Some of us could have predicted this a while back. After all, Germany has never been known as the Land of Sun. What’s worrying is that the Germans went ahead with their massive, state-sponsored, taxpayer-funded solar-building program anyway. It’s worrying because aren’t we kind of relying on Germany to be the economic powerhouse that eventually gets Europe back into the black and saves the world from total meltdown? If those ruthlessly efficient, businesswise Teutons are in fact as dumb as the rest of us, that really is it: game over.

Like this post? Want to comment? Join Ricochet’s growing community of conservatives and be part of the conversation. Get your first month free.

Members have made 26 comments.

  1. Profile photo of Nick Stuart Thatcher

    Another word the Germans have that applies to the push to get us all in line with Climate Change and green alternitives to power sources that actually work reliably is “Gleichschaltung.”

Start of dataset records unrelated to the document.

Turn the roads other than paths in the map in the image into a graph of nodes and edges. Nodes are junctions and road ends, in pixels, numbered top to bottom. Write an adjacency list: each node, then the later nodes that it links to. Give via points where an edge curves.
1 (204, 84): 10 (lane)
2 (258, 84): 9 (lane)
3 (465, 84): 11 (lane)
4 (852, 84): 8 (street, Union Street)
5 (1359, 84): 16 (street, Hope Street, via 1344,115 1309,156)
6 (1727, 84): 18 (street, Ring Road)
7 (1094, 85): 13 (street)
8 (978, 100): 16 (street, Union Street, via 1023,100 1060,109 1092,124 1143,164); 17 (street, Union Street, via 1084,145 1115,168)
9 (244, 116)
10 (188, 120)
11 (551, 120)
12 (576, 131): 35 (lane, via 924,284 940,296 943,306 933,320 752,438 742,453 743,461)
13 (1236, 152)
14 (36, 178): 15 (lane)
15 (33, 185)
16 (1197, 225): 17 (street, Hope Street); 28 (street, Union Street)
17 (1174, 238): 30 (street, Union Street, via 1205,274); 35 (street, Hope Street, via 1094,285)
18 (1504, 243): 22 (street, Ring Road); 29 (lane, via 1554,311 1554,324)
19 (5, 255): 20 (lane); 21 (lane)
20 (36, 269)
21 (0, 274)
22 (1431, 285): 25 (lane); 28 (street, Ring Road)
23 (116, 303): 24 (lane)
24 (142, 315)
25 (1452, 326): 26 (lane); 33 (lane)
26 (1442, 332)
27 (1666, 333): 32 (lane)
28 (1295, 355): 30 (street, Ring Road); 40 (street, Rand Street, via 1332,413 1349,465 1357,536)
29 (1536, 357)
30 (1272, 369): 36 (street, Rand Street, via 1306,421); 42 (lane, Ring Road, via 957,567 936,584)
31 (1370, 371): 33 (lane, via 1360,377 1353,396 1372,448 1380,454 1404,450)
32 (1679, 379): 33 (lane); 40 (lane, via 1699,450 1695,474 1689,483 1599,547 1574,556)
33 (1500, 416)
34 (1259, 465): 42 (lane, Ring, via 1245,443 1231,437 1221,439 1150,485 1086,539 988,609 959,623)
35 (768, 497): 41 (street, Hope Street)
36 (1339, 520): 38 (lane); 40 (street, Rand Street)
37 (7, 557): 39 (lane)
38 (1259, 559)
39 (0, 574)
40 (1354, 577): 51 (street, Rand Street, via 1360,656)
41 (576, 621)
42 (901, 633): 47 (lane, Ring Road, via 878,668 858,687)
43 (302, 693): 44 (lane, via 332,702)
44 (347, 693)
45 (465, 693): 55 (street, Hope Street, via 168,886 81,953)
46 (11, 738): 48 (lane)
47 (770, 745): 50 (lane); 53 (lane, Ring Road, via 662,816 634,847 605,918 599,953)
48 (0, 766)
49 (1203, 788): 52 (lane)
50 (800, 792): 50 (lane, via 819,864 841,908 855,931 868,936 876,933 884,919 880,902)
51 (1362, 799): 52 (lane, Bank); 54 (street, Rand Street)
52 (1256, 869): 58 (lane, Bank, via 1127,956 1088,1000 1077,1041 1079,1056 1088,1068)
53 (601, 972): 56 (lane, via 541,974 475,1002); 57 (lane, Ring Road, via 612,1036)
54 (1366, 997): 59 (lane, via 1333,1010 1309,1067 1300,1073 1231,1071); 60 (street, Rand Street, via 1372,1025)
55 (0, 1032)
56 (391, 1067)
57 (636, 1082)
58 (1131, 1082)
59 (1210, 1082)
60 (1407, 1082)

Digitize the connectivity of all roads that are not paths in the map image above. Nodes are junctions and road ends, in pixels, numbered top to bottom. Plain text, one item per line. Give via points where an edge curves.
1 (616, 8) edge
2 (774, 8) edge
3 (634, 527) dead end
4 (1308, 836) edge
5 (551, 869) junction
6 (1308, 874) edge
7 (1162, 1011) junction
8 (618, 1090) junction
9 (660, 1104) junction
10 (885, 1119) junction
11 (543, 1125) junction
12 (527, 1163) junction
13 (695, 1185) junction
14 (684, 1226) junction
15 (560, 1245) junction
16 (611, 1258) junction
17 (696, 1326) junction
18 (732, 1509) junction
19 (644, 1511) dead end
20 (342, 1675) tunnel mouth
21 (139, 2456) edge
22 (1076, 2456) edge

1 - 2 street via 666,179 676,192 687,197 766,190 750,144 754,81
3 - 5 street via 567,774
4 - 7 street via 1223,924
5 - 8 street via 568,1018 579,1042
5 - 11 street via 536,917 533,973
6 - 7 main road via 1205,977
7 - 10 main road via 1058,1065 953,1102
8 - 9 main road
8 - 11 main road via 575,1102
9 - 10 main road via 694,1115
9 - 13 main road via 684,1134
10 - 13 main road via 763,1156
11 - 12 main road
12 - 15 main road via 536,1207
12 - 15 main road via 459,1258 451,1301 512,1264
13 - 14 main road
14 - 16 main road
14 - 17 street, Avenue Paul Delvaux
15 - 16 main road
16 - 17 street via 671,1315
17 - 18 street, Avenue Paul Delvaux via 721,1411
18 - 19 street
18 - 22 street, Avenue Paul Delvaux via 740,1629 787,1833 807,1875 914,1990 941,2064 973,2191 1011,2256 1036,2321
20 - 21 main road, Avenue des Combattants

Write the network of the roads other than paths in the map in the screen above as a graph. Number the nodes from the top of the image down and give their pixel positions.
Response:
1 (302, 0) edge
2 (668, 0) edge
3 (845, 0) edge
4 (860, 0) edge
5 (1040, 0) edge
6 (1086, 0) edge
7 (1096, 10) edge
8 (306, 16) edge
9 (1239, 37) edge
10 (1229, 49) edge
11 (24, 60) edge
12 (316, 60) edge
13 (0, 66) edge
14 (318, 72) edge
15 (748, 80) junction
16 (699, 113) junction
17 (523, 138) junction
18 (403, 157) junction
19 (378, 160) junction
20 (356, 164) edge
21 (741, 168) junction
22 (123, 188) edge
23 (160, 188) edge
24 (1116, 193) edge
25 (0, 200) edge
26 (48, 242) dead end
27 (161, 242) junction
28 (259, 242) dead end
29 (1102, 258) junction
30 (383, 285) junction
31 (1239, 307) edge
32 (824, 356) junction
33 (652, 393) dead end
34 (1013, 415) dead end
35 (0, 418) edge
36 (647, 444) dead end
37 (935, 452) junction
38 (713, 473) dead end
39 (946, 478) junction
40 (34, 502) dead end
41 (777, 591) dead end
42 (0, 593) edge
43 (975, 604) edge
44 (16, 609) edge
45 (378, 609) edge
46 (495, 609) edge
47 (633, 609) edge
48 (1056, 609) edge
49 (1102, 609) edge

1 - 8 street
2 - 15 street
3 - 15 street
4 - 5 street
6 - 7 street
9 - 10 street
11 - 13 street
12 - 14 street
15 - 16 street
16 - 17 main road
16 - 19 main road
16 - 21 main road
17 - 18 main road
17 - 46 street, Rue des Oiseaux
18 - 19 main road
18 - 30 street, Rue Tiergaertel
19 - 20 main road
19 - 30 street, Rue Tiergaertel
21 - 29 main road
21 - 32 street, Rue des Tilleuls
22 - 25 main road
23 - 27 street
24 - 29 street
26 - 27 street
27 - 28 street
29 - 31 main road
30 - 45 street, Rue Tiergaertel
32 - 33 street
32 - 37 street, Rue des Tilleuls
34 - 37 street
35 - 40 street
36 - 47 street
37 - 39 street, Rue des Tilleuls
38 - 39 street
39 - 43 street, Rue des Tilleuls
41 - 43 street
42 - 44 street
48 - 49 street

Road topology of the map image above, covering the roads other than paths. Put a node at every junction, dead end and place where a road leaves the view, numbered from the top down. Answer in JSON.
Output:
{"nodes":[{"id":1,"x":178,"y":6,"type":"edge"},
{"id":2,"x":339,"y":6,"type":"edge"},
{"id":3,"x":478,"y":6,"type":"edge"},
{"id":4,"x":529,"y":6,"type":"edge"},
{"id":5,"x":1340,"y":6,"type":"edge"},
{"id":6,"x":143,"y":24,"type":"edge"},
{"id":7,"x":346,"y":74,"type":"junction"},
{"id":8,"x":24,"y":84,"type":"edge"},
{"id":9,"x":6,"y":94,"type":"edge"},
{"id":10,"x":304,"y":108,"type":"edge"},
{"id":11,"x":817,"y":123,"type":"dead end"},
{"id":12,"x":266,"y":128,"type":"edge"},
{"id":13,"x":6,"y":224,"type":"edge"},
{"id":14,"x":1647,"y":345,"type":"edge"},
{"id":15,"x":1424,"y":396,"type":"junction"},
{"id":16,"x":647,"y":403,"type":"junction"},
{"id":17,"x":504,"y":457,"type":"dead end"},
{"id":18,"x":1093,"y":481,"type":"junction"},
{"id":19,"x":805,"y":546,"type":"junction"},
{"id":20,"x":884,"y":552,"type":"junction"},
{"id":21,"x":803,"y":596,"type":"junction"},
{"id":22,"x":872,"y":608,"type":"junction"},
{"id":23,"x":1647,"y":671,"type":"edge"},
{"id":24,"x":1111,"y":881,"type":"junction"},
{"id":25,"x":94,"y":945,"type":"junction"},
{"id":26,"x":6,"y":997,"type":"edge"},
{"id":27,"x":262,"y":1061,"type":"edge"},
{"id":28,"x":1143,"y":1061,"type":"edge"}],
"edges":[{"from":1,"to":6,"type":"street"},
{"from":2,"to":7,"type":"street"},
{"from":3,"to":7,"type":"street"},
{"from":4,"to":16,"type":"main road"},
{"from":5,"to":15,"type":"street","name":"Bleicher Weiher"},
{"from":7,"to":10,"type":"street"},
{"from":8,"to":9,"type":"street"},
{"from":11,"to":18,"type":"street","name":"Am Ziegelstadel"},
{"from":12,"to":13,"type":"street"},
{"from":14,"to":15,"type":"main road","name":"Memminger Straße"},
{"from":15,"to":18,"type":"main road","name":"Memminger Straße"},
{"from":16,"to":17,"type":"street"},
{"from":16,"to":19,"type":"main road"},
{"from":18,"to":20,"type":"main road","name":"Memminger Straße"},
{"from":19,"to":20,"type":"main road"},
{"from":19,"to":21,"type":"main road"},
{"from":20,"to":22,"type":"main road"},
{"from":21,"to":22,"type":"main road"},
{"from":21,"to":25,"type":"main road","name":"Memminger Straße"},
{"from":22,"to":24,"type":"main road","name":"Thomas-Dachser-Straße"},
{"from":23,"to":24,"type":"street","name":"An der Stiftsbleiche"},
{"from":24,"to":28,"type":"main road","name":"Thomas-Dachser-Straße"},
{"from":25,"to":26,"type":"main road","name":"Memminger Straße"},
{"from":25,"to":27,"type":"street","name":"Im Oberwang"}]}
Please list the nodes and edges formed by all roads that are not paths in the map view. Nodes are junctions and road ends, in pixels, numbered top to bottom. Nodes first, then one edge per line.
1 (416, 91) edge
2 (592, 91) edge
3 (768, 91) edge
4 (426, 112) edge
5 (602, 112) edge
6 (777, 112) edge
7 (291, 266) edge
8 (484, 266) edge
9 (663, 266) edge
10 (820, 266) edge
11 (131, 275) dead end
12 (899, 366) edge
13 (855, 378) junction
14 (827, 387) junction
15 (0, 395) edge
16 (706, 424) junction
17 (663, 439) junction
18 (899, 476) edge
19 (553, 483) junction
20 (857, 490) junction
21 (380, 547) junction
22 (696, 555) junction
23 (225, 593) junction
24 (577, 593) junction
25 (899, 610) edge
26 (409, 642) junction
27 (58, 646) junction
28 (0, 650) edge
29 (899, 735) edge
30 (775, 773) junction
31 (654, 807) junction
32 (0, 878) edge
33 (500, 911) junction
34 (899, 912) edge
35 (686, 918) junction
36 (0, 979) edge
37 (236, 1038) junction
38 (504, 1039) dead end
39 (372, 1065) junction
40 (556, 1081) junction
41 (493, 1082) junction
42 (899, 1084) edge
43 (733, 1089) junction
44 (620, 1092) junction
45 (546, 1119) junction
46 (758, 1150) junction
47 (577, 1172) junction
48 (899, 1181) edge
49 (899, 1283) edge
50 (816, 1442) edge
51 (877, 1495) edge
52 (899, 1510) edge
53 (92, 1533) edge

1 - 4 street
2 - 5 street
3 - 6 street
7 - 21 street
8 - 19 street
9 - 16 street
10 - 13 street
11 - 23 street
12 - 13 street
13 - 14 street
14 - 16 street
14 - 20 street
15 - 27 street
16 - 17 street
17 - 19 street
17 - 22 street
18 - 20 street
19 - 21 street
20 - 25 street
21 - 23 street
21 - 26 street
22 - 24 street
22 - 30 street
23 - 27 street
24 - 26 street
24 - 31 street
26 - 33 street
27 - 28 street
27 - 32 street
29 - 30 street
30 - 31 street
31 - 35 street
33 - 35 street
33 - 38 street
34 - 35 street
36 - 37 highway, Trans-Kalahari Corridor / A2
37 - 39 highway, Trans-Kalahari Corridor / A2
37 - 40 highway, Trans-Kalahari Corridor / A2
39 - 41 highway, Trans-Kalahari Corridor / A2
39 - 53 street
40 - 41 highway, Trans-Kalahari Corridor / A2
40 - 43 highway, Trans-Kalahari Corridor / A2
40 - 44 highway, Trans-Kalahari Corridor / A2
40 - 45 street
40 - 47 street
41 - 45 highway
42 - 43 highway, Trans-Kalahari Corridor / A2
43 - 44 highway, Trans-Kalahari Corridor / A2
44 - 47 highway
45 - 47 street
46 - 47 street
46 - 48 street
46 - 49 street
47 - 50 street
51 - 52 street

    Now that Wikipedia is back online you can look it up. Roughly it translates as “coordination.” It was the process of bringing all of society into line with a particular ideology. In the present case Climate Change and other tenets of the modern secular state religion of the left.

    • #1
    • January 21, 2012 at 7:25 am
  2. Profile photo of The Great Adventure! Member

    James – not to worry.  I’m sure the European Parliament will legislate in the necessary sunshine.

    • #2
    • January 21, 2012 at 7:39 am
  3. Profile photo of David Foster Member

    Well, at least Germany will be a great export market for American natural gas…

    • #3
    • January 21, 2012 at 7:52 am
  4. Profile photo of Percival Thatcher
    James Delingpole:
    Solar farm operators and homeowners with solar panels on their roofs collected more than €8 billion ($10.2 billion) in subsidies in 2011, but the electricity they generated made up only about 3 percent of the total power supply, and that at unpredictable times.

    “Unpredictable times” roughly equates to when the sun is shining, you dolts!

    The distribution networks are not designed to allow tens of thousands of solar panel owners to switch at will between drawing electricity from the grid and feeding power into it.

    I just can’t snark this — it’s too big.  It is a massive Mountain of Stoopid too colossal for me to get my brain around.  Multiple sources, and no thought at all to be able to draw on the overage, during peak usage?

    French design. Gotta be.  Either that or somewhere in Germany there’s an engineer muttering “Ich erklärte Ihnen so.”.

    • #4
    • January 21, 2012 at 7:55 am
  5. Profile photo of Haakon Dahl Inactive

    “Solar energy has gone from being the great white hope, to an impediment, to a reliable energy supply.”

    Honest, I think that second comma was added by an editor who didn’t get the point of the piece.

    • #5
    • January 21, 2012 at 8:20 am
  6. Profile photo of DocJay Member

    That word confuses me, does it mean shade and cold ?

    • #6
    • January 21, 2012 at 8:39 am
  7. Profile photo of Dietlbomb Member
    Haakon Dahl

    “Solar energy has gone from being the great white hope, to an impediment, to a reliable energy supply.”

    Honest, I think that second comma was added by an editor who didn’t get the point of the piece. · 22 minutes ago

    I had to laugh out loud at the cognitive dissonance limned here. A certain group of people (journalists, academics, most politicians, the rest of the left) just cannot think any bad thoughts about green energy.

    Anyway, the piece is hilarious. Besides, it’s not just that this could have been predicted. It was inevitable. But since climate skeptics were saying so, the thought that solar panels in Germany wouldn’t work was a thought that couldn’t be thought.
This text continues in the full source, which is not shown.